**WHAT YOU HAVE TO DO**
Give, as a bare number, the count of lines below that contain "wrist".

**TASK INPUT**
--------------------

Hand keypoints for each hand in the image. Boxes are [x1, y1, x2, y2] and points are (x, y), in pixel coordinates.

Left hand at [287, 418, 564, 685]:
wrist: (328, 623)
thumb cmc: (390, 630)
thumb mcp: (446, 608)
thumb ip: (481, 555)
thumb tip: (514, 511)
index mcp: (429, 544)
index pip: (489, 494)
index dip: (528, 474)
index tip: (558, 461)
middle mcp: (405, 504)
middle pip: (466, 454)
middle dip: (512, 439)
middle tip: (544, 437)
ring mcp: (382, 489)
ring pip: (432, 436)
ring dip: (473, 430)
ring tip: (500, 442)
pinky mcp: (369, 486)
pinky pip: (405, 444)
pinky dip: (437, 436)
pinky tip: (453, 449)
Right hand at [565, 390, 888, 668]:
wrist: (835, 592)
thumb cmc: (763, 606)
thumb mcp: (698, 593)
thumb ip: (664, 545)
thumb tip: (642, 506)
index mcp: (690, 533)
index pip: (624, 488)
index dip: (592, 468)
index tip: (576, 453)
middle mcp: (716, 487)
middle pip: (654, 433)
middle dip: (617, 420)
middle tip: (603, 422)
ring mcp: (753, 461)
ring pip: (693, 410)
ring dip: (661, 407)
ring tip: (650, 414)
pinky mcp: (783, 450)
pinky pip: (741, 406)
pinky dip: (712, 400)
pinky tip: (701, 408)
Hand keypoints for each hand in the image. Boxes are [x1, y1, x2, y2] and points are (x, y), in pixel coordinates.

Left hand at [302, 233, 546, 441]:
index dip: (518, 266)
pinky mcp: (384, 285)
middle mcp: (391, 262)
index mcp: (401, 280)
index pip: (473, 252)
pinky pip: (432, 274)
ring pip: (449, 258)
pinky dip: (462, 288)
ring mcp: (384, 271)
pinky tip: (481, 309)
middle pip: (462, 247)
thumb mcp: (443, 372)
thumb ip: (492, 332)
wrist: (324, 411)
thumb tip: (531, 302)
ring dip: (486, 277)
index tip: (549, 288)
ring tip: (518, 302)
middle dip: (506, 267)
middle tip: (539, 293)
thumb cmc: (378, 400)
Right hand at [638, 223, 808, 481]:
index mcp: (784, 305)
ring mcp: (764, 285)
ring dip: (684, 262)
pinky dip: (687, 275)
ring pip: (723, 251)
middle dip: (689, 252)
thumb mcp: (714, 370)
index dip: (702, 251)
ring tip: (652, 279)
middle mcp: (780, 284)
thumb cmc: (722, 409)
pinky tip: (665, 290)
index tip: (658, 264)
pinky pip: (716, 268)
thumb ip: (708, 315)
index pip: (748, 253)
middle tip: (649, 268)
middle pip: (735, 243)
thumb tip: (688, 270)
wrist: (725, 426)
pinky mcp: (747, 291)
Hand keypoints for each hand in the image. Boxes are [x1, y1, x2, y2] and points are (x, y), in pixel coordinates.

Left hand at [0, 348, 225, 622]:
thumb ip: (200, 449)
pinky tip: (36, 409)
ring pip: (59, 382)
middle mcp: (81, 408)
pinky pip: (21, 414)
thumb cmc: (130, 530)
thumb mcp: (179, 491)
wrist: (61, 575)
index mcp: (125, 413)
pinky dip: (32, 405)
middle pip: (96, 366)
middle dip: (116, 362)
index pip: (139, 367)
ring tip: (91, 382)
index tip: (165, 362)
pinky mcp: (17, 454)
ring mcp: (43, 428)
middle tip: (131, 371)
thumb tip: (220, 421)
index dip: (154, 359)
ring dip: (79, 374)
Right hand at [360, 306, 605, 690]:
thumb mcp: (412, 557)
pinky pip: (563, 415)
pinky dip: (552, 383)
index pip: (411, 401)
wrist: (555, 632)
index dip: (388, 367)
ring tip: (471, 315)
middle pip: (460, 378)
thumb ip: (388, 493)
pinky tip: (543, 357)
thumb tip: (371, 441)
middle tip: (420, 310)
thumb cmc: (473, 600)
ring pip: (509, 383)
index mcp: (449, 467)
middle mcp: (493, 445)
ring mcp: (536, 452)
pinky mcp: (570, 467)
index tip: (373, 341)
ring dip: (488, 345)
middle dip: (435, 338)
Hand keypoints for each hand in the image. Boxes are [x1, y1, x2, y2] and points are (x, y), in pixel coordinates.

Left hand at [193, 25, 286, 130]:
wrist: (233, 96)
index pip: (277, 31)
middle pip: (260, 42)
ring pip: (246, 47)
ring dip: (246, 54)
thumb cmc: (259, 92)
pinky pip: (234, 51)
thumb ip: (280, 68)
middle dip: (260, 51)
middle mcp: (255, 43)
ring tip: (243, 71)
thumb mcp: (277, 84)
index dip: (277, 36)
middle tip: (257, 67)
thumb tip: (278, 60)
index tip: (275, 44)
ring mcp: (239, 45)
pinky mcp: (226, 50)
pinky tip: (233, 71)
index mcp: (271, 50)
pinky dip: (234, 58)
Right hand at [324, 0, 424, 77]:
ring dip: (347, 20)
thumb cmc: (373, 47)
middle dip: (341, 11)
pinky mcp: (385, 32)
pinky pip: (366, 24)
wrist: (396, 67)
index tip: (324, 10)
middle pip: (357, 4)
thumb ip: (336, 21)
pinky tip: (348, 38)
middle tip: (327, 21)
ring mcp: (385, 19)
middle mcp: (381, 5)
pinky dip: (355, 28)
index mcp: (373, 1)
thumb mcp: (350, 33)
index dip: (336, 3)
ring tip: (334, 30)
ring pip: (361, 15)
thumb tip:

--------------------

**YOUR RESPONSE**
8